In a Trump vs Amazon heavyweight match, others will be the losers

Image credit: Stefan Holm / Shutterstock.com

As recently as late last year it was considered risky to even think that digital behemoths could be under any real threat. Amazon, the largest of them all (bigger than Walmart, Target, Best Buy, Nordstrom, Kohl’s, JC Penney, Sears and Macy’s put together) is getting into everything we do. It is no longer a store selling one product at a time, it is becoming – has already become – an ecosystem that we use almost without conscious thought.

Not many months ago, Amazon was being tipped as the first company on Earth to reach a valuation of a trillion dollars.

Yet businesses like Amazon have investors with crazy ideas. They are impressed by companies simply doing something Big. Profit does not seem to come into the equation. When Amazon bought Whole Foods, investors basically paid for it by bumping the stock price upwards more than the value of the deal.

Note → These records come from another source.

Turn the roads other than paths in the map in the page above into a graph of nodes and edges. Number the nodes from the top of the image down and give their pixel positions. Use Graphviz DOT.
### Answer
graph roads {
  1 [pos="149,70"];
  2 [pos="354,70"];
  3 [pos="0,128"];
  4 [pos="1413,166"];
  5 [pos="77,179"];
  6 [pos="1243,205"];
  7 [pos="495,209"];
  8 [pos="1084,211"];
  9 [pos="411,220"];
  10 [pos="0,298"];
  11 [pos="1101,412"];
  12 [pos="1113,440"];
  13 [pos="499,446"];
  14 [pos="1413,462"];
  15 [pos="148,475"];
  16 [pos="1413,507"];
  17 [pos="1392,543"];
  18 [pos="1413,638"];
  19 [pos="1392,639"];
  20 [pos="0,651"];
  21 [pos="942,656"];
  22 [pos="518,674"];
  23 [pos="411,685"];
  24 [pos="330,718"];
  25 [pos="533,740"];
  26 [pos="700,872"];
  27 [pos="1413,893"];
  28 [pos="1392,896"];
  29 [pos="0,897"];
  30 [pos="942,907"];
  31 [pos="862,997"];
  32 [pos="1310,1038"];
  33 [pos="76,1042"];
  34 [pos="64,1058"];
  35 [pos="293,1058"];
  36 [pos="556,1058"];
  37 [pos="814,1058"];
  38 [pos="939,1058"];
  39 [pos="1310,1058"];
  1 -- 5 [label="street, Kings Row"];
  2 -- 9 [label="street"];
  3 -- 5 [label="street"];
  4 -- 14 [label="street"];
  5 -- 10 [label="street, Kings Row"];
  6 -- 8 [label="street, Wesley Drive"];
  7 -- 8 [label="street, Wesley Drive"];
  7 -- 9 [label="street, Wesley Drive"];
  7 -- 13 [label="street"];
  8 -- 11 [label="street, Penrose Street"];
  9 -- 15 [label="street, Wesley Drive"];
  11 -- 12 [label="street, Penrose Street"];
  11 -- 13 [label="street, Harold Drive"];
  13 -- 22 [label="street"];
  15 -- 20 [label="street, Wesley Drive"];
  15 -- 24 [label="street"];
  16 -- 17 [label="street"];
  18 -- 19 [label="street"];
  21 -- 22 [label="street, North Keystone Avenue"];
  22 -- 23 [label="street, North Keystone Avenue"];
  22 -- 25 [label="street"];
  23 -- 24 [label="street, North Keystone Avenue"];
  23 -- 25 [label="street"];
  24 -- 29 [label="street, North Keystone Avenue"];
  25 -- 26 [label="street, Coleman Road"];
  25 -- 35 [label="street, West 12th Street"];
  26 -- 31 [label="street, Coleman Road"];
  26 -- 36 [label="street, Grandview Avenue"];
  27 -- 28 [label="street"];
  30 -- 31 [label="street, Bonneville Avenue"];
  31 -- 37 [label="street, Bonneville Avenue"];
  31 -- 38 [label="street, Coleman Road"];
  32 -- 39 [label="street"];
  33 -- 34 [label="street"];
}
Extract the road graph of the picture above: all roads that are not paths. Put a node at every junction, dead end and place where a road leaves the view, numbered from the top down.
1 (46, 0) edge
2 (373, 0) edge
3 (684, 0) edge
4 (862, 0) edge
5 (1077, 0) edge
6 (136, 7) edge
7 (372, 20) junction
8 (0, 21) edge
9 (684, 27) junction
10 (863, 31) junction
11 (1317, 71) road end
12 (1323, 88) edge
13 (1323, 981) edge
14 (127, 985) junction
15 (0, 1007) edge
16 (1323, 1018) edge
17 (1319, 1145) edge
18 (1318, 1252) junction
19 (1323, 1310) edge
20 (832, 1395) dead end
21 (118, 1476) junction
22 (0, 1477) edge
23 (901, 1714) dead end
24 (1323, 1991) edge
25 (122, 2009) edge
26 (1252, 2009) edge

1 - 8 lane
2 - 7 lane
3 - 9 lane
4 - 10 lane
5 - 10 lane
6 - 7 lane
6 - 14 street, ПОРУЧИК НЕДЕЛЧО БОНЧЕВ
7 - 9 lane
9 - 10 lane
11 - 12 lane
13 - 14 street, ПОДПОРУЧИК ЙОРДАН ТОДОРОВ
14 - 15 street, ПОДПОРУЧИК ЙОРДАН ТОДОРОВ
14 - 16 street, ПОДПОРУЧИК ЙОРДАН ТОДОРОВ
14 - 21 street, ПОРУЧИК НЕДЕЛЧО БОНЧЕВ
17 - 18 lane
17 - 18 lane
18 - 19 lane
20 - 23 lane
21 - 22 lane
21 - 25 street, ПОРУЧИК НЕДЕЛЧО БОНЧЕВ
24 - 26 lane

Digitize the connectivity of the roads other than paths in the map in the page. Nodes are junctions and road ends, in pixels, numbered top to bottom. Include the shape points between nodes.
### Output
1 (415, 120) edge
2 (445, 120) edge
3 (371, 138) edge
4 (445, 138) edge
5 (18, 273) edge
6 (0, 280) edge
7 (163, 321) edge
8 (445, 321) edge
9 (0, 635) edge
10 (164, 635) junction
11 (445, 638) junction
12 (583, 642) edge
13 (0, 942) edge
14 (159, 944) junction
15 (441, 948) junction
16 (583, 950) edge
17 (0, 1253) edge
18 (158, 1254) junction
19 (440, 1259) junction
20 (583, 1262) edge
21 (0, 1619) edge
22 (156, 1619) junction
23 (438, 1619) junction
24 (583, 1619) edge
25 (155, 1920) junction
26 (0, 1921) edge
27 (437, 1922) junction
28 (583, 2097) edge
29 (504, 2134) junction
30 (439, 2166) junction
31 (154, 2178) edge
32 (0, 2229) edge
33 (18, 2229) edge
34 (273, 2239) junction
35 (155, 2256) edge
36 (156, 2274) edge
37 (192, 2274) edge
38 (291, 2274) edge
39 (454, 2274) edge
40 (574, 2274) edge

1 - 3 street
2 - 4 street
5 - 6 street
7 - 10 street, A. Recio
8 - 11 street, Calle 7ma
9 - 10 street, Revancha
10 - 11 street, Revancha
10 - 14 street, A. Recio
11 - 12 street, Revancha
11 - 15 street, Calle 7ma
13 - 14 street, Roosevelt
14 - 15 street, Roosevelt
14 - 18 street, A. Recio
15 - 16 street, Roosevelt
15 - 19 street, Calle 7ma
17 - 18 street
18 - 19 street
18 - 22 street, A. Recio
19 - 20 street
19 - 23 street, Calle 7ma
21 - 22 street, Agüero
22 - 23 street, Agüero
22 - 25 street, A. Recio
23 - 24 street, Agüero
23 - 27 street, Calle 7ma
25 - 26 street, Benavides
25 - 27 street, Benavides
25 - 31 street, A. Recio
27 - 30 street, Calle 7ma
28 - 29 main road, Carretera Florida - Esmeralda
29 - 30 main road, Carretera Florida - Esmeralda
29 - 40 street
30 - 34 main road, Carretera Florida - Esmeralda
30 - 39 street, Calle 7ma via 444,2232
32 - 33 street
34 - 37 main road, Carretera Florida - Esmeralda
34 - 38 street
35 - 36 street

So what could possibly go wrong?

For a long time everyone (including us) said that the fines and taxes that the big digital players were suddenly facing was pocket-money, that it wouldn’t hurt them in the short term.

But it is getting hotter in the kitchen – much hotter.

The reality is that no company will be allowed to become bigger than the country where it lives. More and more people now think that splitting Amazon up is the only logical way of stopping it becoming too large.

If Trump goes after Amazon (and the fact that it sacked some of the more powerful of its 15 major lobbyists last week points to him planning exactly that) then it really could trigger something quite seismic.

What we will see over the coming months is a huge battle between big business and big Government as Trump tries to make Amazon smaller, to ‘protect Ma and Pa America’.

It could be the beginning of a major car crash.

The problems it will cause will not come to rest with Amazon itself. After all, it does something real. It sells and delivers lots of stuff.

Combine that forthcoming battle with recent privacy revelations and we could have a wake-up call that digital businesses are not real businesses and social media based ones even less so. Investors are already restless and might begin to rethink digital businesses in a dot com ‘boom and bust’ kind of way.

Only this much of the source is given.